Culinary Historians of Chicago
Currying Interest in Indian Cuisine
From its Arrival in America
to its Rise in Chicago Presented by Colleen Sen, PhD
Author, Culinary Historian
New date due to snowy weather!
Saturday, February 23, 201910 a.m. to noon
At Louis Weiss Memorial Hospital (Auditorium, lower level)
4646 N. Marine Drive (at Wilson), Chicago
FREE PARKING: USE OPEN LOT ON SOUTH SIDE OF HOSPITAL
(Signs will say “Permit Parking” and “Doctor’s Lot” but it’s OKAY for YOU to use on this Saturday!)
FREE STREET PARKING ALSO
PUBLIC TRANSPORTATION: CTA BUS #146 stops directly in front
“The history of Indian food in America has been largely neglected, even though it is much older than Chinese American cuisine,” says Colleen Sen, PhD, one of our nation’s foremost authorities on South Asian food.
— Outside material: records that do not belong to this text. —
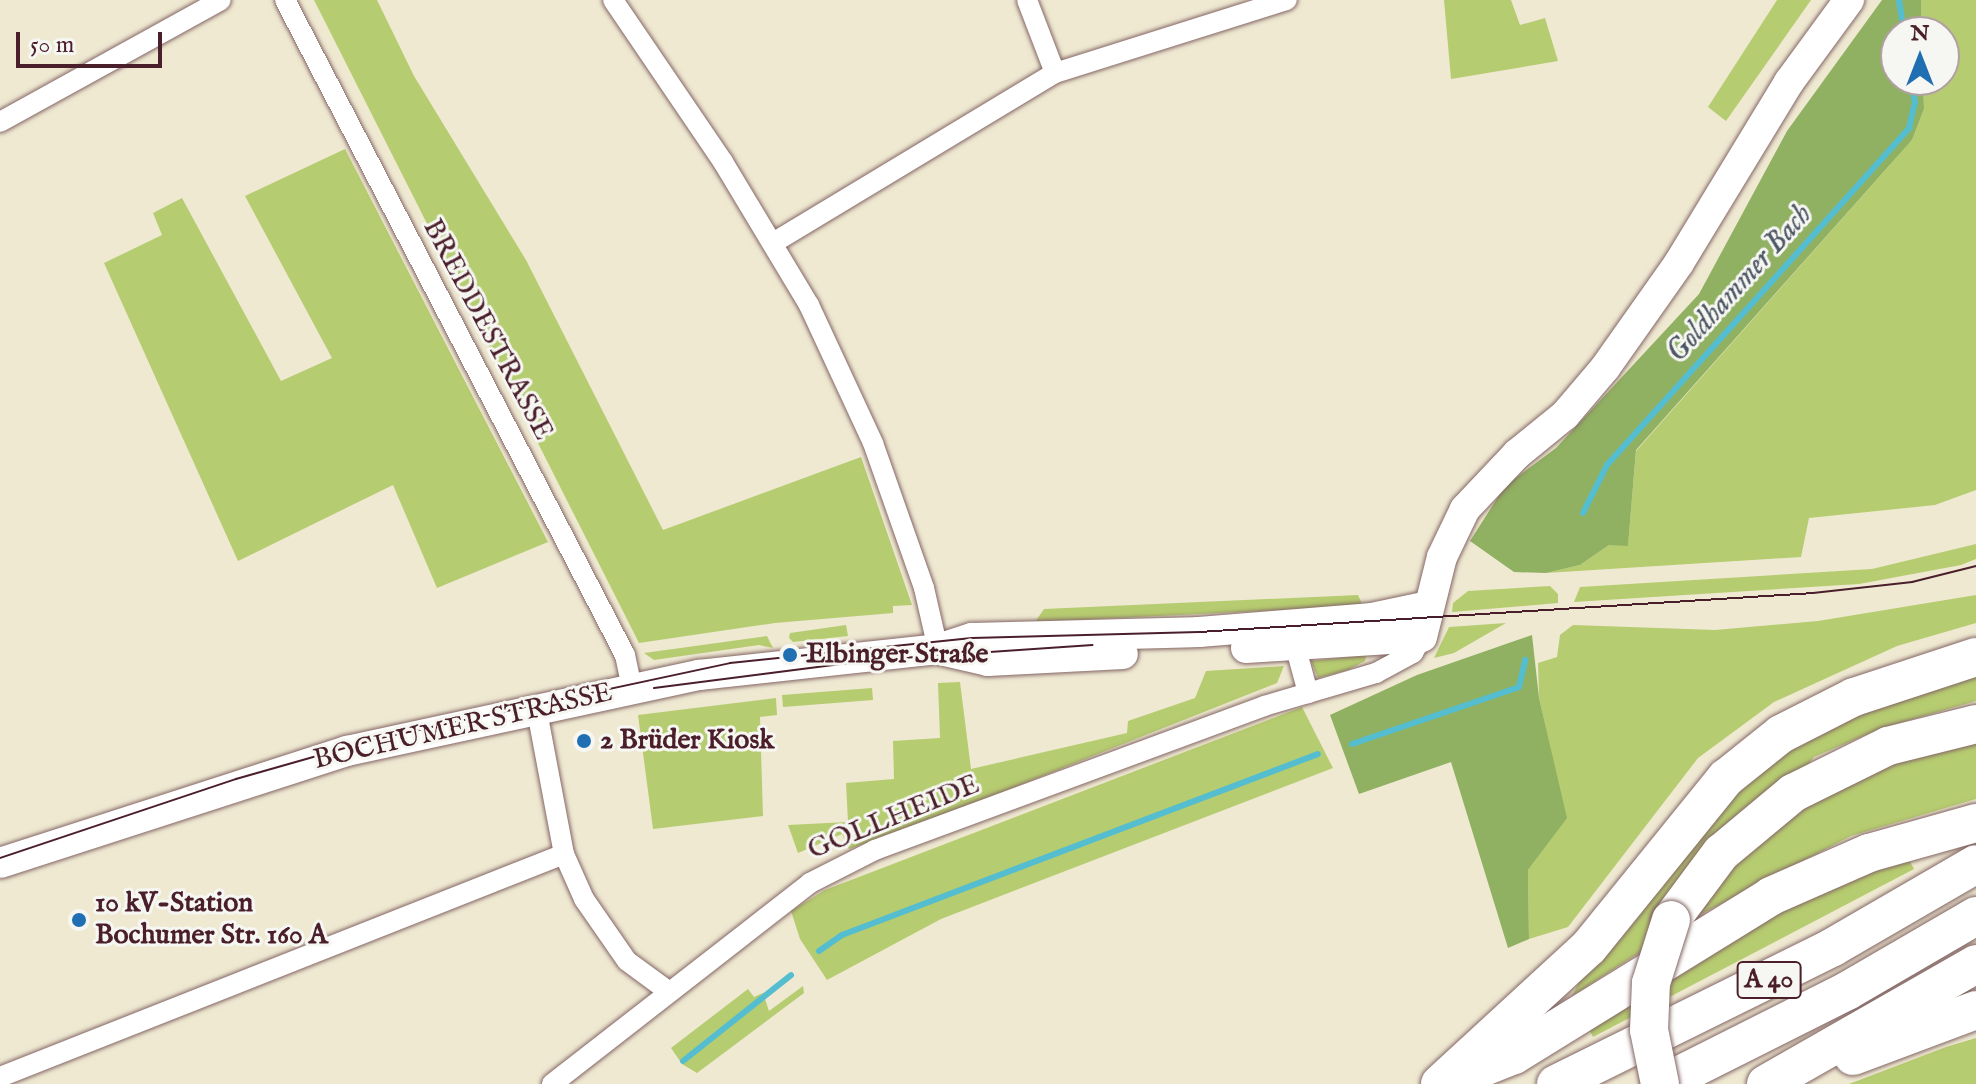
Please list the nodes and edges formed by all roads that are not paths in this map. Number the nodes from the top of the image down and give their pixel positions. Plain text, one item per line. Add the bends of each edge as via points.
1 (221, 0) edge
2 (285, 0) edge
3 (613, 0) edge
4 (1027, 0) edge
5 (1287, 0) edge
6 (1849, 0) edge
7 (1055, 73) junction
8 (0, 122) edge
9 (773, 243) junction
10 (1429, 606) junction
11 (1422, 637) junction
12 (1295, 645) junction
13 (938, 649) junction
14 (1976, 657) edge
15 (632, 687) junction
16 (1308, 693) junction
17 (536, 706) junction
18 (1976, 724) edge
19 (1976, 823) edge
20 (564, 854) junction
21 (0, 863) edge
22 (1976, 864) edge
23 (1976, 916) edge
24 (1976, 964) edge
25 (668, 991) junction
26 (1976, 1010) edge
27 (0, 1077) edge
28 (1773, 1080) edge
29 (552, 1084) edge
30 (1441, 1084) edge
31 (1556, 1084) edge
32 (1661, 1084) edge

1 - 8 street
2 - 15 street, BREDDESTRASSE via 625,655
3 - 9 street
4 - 7 street
5 - 7 street
6 - 10 main road via 1789,82 1679,263 1605,368 1565,415 1517,454 1465,509 1450,536
7 - 9 street
9 - 13 street via 863,420 924,588
10 - 11 main road
10 - 13 main road via 1372,618 1199,632 972,638
11 - 12 main road
11 - 16 street, GOLLHEIDE via 1413,653 1394,665
12 - 13 main road via 988,661
12 - 16 street
13 - 15 main road, BOCHUMER STRASSE via 787,662
14 - 30 highway via 1854,697 1770,743 1717,788 1589,947
15 - 17 main road, BOCHUMER STRASSE
16 - 25 street, GOLLHEIDE via 875,850 774,907
17 - 20 street
17 - 21 main road, BOCHUMER STRASSE via 347,751
18 - 32 highway, bridge via 1888,746 1837,767 1778,804 1698,878 1662,939 1649,1005
19 - 30 highway via 1829,867 1708,932 1514,1055
20 - 25 street via 607,936 643,976
20 - 27 street
22 - 31 highway, A 40 via 1833,947
23 - 32 highway, A 40 via 1847,991
24 - 28 highway
25 - 29 street, GOLLHEIDE
26 - 28 highway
Please join us as Colleen regales us with a buffet of flavorful facts about one of the world’s greatest cuisines, and its long-simmering impact on our nation and our city.
A few tidbits:
· The first Indian cooks arrived a decade after the founding of the Jamestown Colony in 1607 as servants to British “Nawabs” who came to America after making their fortunes.
· Curry recipes were featured in most 19th century cookbooks.
· America’s very first ‘bad boy’ celebrity chef was an Indian, Ranjit Smile, who hit the New York culinary scene in 1899 and made front page headlines with his exotic dishes and his frequent run-ins with the law.
· Faced with tightening immigration laws in the early 1900s, Indian farm workers in the Sacramento Valley married Mexican women and created a hybrid Indian-Mexican cuisine, including “Hindu pizza.”
· In Chicago, the first Indian restaurant was the House of India (1963), followed by Bengal Lancers (1969) –15 years before the first restaurant on Devon Avenue..
· For a finale, Colleen will dish on Chicago’s current South Asian food scene.
BIOGRAPHY: Colleen Taylor Sen is a Chicago-based author and culinary historian focusing on the food of the Indian Subcontinent. She has written many articles and seven books, including Food Culture in India; Curry: A Global History; Menus; Feasts and Fasts: A History of Food in India (named one of the best food books of the year by Vogue and The Smithsonian Magazine); and, most recently, The Chicago Food Encyclopedia (with Carol Haddix and Bruce Kraig).
Cost of the lecture program is $5, $3 for students and no charge for CHC members or Weiss staff.